(Dataset entries)
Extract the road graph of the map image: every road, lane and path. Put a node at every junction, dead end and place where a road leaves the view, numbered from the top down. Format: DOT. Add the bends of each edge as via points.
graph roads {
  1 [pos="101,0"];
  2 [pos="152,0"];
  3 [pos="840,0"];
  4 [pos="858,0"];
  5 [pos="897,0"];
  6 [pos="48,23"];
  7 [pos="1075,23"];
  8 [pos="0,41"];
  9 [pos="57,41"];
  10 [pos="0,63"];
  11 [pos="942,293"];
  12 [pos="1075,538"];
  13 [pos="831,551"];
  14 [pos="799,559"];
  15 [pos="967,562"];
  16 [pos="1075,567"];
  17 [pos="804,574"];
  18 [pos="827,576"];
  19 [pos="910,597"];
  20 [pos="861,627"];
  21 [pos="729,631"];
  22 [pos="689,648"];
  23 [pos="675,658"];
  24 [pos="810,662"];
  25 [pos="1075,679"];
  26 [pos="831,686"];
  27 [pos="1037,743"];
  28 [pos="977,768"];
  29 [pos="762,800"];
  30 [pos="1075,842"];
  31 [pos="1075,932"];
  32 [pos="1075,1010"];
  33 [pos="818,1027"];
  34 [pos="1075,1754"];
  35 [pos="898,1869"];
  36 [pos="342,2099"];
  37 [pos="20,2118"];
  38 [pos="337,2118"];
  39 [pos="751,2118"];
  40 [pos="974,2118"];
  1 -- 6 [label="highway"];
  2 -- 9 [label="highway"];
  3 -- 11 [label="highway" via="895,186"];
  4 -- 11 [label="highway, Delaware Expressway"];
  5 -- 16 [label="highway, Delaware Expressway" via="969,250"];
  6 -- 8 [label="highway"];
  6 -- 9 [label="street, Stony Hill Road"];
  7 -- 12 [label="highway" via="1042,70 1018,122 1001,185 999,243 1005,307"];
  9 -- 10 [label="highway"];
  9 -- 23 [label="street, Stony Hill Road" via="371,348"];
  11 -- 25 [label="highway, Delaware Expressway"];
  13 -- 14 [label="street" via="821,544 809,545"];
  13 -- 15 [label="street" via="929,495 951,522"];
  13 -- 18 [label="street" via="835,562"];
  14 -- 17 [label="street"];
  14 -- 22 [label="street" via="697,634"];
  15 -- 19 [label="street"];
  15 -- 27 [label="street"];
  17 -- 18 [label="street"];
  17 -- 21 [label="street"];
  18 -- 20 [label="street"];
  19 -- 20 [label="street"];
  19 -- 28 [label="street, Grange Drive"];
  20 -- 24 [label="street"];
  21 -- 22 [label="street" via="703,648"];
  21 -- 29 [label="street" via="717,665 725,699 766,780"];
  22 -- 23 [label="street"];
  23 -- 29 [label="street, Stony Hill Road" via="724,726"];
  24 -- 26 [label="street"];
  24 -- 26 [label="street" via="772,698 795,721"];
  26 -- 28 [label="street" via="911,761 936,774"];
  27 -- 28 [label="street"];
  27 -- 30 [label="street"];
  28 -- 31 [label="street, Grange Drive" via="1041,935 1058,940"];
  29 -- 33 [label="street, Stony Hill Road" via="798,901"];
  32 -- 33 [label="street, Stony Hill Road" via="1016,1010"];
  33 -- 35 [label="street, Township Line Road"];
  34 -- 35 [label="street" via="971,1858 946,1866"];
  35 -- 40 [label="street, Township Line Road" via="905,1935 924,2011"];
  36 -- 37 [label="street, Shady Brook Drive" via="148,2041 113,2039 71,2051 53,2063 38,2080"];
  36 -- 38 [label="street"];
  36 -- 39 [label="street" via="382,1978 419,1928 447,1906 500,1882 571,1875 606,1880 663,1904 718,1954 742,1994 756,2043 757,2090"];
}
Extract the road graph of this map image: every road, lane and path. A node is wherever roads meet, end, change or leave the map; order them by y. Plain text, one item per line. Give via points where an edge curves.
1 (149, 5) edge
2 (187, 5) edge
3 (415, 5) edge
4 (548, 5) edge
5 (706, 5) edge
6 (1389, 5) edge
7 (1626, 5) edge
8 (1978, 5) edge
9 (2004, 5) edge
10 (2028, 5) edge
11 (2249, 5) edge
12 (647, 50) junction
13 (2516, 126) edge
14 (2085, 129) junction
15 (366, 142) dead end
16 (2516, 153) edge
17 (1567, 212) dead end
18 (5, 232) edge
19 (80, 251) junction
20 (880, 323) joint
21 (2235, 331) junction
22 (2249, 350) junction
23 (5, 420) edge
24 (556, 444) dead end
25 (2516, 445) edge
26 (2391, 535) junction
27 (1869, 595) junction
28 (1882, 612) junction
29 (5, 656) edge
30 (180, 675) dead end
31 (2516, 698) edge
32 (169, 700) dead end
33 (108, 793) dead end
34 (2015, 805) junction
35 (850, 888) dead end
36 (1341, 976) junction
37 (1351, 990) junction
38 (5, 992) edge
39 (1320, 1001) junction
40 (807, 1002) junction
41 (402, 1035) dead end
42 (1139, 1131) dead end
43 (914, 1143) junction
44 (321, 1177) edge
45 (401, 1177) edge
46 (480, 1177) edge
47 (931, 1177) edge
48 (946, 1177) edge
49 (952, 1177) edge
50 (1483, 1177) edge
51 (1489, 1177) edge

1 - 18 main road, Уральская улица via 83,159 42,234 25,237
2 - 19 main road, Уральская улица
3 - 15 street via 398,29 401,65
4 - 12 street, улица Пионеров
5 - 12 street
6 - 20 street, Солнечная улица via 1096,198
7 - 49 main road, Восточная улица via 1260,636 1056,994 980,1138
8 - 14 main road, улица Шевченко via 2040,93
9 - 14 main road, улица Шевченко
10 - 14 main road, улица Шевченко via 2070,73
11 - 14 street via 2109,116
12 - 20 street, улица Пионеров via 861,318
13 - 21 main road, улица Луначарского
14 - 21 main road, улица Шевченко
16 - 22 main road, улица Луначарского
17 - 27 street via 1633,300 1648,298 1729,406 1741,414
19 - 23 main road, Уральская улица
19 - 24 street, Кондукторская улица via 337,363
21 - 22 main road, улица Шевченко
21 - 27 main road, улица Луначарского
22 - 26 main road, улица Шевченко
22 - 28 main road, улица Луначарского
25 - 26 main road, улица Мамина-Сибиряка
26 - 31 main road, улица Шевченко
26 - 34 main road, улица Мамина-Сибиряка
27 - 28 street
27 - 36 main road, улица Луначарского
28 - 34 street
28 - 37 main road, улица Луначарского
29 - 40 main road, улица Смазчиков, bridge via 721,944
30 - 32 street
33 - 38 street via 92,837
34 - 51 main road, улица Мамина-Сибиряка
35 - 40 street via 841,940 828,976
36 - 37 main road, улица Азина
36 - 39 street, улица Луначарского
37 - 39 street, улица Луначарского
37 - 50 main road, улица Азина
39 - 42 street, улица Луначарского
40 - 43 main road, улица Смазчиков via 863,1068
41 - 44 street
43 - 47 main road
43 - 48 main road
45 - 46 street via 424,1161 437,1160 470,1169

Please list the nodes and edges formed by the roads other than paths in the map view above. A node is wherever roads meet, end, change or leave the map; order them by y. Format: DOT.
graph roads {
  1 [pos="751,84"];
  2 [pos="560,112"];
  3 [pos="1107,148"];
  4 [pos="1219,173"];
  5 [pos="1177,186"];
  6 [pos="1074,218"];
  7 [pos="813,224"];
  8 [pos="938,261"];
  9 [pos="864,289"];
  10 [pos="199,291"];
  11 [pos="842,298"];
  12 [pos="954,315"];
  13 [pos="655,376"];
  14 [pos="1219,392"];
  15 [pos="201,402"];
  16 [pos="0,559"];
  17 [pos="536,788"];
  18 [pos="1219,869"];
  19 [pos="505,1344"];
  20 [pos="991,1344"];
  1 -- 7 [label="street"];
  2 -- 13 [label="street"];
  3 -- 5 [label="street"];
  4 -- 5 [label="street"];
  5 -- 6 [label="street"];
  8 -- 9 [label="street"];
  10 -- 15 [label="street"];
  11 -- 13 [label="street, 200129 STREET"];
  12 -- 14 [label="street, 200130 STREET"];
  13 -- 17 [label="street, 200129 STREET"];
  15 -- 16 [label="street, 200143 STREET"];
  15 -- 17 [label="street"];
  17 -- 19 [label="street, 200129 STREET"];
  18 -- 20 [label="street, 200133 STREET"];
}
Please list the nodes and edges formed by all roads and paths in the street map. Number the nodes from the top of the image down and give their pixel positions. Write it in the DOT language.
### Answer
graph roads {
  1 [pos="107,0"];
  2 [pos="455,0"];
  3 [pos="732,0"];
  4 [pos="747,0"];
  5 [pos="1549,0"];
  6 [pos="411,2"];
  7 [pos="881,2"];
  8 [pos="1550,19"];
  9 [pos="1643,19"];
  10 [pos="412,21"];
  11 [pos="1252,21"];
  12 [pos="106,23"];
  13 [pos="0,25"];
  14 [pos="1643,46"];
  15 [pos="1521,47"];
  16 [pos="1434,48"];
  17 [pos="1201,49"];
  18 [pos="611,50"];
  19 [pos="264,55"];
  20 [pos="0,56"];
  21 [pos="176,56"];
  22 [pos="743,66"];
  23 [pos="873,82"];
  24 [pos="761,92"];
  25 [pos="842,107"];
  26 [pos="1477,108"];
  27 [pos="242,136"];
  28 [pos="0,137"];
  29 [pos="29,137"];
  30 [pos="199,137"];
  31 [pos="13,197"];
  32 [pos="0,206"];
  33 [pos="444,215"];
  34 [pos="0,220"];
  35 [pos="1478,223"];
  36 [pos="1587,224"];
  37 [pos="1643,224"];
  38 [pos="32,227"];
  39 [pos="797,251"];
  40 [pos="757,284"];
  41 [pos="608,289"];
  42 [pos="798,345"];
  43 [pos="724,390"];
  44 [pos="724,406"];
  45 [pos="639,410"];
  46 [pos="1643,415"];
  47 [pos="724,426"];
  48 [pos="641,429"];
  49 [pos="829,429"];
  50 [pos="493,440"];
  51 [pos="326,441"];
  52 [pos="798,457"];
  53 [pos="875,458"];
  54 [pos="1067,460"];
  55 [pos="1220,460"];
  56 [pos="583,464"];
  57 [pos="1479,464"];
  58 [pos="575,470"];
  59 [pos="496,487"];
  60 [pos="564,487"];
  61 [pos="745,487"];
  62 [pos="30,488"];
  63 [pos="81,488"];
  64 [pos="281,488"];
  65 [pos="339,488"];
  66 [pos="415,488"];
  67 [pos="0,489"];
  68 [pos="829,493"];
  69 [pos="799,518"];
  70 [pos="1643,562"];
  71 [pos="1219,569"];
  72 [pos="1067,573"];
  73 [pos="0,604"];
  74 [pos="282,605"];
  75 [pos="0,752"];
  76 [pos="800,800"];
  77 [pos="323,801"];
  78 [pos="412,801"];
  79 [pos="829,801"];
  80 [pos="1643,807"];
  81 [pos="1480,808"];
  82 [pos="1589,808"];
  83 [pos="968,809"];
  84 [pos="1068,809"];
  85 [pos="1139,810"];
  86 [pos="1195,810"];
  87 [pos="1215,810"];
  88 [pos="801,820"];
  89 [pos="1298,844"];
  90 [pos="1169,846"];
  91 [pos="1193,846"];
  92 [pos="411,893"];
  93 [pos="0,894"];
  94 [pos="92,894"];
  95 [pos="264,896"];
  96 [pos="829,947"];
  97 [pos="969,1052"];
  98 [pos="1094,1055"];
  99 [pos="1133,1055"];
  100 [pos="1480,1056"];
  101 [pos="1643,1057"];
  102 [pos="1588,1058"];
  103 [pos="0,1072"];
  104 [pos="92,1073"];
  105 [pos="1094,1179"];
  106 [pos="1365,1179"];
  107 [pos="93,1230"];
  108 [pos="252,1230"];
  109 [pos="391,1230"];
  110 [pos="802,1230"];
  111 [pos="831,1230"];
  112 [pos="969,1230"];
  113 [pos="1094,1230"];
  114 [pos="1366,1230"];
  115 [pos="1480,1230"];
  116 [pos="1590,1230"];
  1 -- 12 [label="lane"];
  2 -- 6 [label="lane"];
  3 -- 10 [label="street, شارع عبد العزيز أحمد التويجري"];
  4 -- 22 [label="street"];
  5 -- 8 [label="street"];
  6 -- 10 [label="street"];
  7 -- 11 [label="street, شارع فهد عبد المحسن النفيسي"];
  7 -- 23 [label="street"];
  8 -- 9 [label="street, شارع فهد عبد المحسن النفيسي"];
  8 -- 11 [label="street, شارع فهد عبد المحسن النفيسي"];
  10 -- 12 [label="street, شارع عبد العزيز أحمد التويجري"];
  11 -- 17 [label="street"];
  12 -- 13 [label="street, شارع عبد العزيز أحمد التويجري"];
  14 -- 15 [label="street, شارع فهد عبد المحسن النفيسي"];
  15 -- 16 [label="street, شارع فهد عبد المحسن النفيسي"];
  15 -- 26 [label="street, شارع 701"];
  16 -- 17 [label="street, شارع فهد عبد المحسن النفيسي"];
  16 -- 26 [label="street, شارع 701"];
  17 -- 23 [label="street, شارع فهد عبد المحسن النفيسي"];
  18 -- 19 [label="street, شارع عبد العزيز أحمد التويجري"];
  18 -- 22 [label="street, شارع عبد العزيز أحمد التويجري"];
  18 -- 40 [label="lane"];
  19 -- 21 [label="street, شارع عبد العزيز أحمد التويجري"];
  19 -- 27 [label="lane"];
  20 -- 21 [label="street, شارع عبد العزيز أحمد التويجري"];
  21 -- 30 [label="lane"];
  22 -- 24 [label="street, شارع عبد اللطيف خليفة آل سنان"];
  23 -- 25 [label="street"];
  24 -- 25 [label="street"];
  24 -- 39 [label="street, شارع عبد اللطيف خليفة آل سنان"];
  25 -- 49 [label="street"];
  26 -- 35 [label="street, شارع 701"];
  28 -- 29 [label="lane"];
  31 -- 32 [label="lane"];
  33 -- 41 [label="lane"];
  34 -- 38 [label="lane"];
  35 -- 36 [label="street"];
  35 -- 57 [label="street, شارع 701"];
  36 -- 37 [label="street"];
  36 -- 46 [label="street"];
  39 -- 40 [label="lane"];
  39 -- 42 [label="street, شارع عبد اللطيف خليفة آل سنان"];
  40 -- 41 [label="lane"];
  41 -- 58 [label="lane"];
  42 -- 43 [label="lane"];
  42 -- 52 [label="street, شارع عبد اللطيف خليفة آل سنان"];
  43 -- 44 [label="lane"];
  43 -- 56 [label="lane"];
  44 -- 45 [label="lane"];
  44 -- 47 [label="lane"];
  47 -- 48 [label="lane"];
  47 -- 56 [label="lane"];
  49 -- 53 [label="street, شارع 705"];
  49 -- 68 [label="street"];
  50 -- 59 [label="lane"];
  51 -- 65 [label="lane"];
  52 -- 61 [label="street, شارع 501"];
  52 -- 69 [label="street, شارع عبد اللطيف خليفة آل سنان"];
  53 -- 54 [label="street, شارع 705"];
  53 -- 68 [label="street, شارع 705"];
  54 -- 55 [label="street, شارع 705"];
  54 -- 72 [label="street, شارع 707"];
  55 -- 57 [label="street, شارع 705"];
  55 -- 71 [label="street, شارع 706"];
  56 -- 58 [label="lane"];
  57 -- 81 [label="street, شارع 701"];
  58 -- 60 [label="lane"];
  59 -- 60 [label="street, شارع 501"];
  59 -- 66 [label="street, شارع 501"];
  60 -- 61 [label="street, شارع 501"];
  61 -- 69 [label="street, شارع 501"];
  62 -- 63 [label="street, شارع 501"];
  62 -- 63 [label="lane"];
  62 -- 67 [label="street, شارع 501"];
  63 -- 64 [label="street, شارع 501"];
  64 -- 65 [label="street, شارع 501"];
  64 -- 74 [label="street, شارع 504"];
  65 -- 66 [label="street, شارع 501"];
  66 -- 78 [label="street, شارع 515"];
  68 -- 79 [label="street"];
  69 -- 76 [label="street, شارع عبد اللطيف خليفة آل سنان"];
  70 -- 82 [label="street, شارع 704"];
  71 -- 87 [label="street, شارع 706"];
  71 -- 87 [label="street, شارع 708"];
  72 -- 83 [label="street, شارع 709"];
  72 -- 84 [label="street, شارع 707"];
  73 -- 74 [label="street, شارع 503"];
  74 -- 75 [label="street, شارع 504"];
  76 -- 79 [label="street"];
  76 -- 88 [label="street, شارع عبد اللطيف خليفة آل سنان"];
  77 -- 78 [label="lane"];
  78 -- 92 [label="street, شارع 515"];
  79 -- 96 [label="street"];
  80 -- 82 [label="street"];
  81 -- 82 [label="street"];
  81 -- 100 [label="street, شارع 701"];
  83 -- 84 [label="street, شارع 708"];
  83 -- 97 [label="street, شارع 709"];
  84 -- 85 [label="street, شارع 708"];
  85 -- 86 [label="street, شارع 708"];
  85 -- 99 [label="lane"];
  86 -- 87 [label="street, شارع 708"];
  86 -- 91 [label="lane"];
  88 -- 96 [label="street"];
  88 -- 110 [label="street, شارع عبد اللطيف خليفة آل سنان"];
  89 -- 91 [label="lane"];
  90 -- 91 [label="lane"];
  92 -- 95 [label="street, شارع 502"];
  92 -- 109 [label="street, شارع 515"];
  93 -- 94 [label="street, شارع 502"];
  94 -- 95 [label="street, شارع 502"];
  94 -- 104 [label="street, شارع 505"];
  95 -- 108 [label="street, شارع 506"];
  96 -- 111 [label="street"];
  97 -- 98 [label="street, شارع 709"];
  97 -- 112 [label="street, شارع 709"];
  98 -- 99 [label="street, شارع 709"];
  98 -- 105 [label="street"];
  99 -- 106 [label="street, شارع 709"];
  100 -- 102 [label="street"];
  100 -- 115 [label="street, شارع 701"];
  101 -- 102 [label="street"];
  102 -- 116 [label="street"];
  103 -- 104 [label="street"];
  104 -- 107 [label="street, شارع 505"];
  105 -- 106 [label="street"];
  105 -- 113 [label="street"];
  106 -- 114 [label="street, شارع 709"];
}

* [WORK INSTRUCTION]: Among the records above, only the lines between the line holding "Please list the nodes and edges formed by the" and the line holding "Please list the nodes and edges formed by all", inclusive, are to be output, exactly as written.

* [WORKED SOLUTION]:
Please list the nodes and edges formed by the roads other than paths in the map view above. A node is wherever roads meet, end, change or leave the map; order them by y. Format: DOT.
graph roads {
  1 [pos="751,84"];
  2 [pos="560,112"];
  3 [pos="1107,148"];
  4 [pos="1219,173"];
  5 [pos="1177,186"];
  6 [pos="1074,218"];
  7 [pos="813,224"];
  8 [pos="938,261"];
  9 [pos="864,289"];
  10 [pos="199,291"];
  11 [pos="842,298"];
  12 [pos="954,315"];
  13 [pos="655,376"];
  14 [pos="1219,392"];
  15 [pos="201,402"];
  16 [pos="0,559"];
  17 [pos="536,788"];
  18 [pos="1219,869"];
  19 [pos="505,1344"];
  20 [pos="991,1344"];
  1 -- 7 [label="street"];
  2 -- 13 [label="street"];
  3 -- 5 [label="street"];
  4 -- 5 [label="street"];
  5 -- 6 [label="street"];
  8 -- 9 [label="street"];
  10 -- 15 [label="street"];
  11 -- 13 [label="street, 200129 STREET"];
  12 -- 14 [label="street, 200130 STREET"];
  13 -- 17 [label="street, 200129 STREET"];
  15 -- 16 [label="street, 200143 STREET"];
  15 -- 17 [label="street"];
  17 -- 19 [label="street, 200129 STREET"];
  18 -- 20 [label="street, 200133 STREET"];
}
Please list the nodes and edges formed by all roads and paths in the street map. Number the nodes from the top of the image down and give their pixel positions. Write it in the DOT language.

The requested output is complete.